● Task
The pictures do not belong in the copy. Restate all of the records word for word.

(Collected data entries)
=== Section Start ===

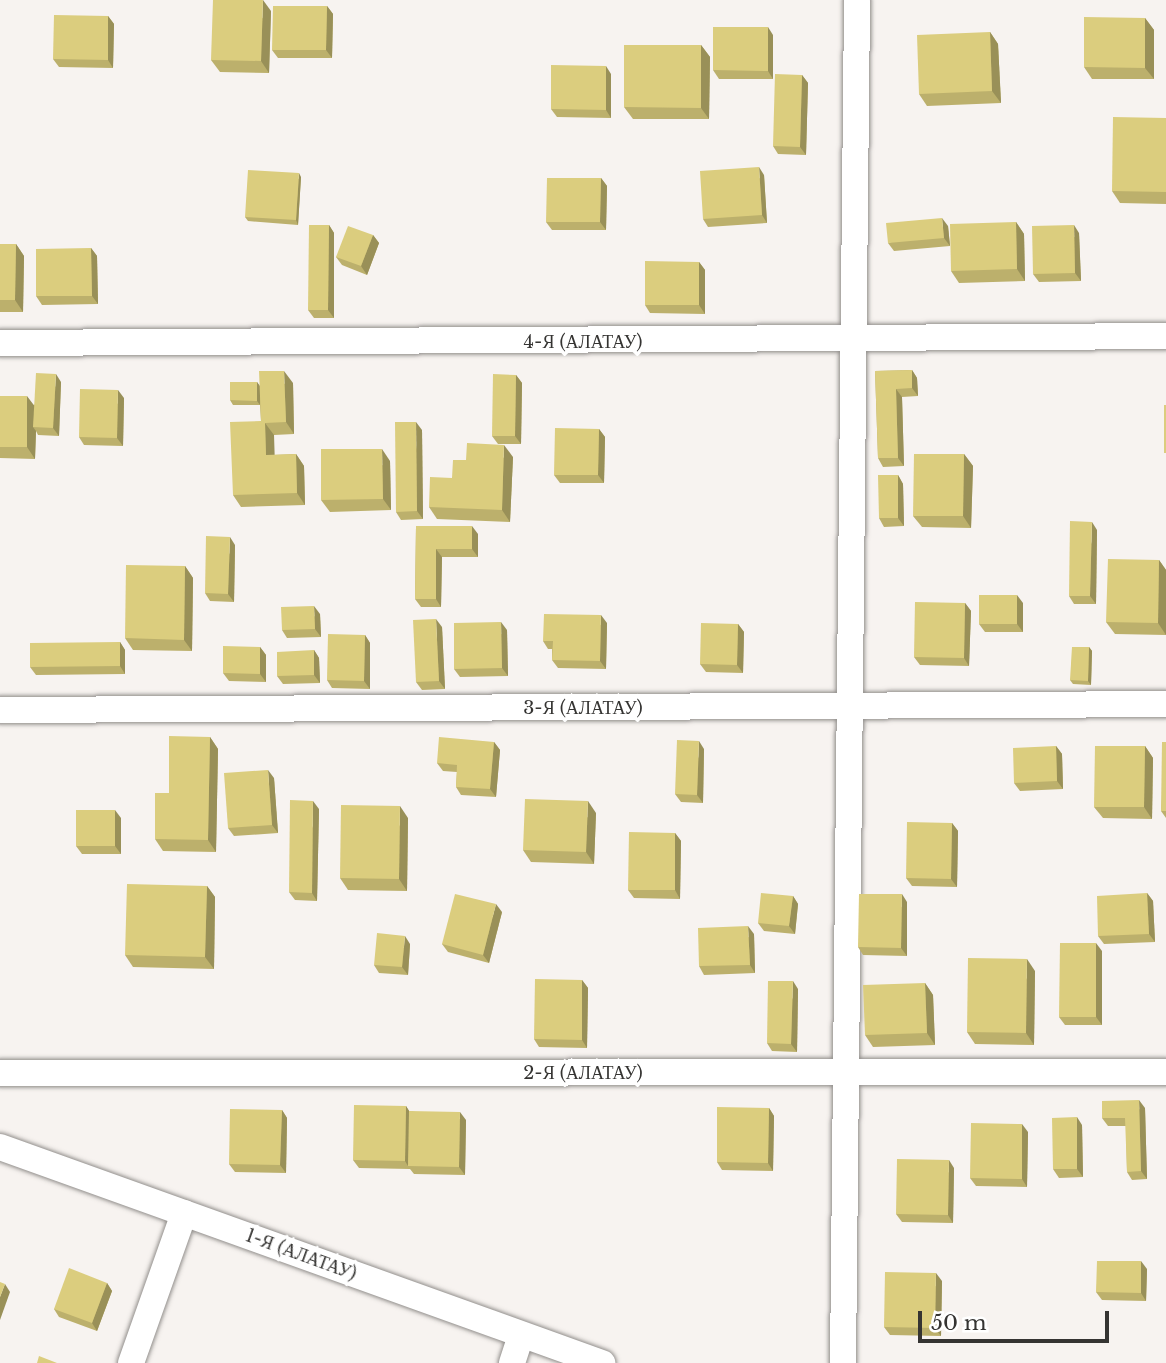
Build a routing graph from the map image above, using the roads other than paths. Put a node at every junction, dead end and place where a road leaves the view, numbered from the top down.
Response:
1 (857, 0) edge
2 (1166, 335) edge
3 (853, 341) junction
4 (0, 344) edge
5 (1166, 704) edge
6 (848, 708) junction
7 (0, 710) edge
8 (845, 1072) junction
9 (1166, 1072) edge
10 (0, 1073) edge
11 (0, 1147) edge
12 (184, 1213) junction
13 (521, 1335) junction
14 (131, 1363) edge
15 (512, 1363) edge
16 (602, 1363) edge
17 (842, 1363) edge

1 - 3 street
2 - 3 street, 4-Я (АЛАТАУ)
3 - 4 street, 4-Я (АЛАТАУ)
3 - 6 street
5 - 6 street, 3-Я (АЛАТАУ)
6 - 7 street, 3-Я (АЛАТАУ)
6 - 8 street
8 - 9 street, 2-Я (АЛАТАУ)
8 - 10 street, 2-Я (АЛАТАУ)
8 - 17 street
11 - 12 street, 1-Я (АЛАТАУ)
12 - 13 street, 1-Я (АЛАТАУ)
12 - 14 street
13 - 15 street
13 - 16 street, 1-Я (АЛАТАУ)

=== Section End ===

● Solution to the exercise
Build a routing graph from the map image above, using the roads other than paths. Put a node at every junction, dead end and place where a road leaves the view, numbered from the top down.
Response:
1 (857, 0) edge
2 (1166, 335) edge
3 (853, 341) junction
4 (0, 344) edge
5 (1166, 704) edge
6 (848, 708) junction
7 (0, 710) edge
8 (845, 1072) junction
9 (1166, 1072) edge
10 (0, 1073) edge
11 (0, 1147) edge
12 (184, 1213) junction
13 (521, 1335) junction
14 (131, 1363) edge
15 (512, 1363) edge
16 (602, 1363) edge
17 (842, 1363) edge

1 - 3 street
2 - 3 street, 4-Я (АЛАТАУ)
3 - 4 street, 4-Я (АЛАТАУ)
3 - 6 street
5 - 6 street, 3-Я (АЛАТАУ)
6 - 7 street, 3-Я (АЛАТАУ)
6 - 8 street
8 - 9 street, 2-Я (АЛАТАУ)
8 - 10 street, 2-Я (АЛАТАУ)
8 - 17 street
11 - 12 street, 1-Я (АЛАТАУ)
12 - 13 street, 1-Я (АЛАТАУ)
12 - 14 street
13 - 15 street
13 - 16 street, 1-Я (АЛАТАУ)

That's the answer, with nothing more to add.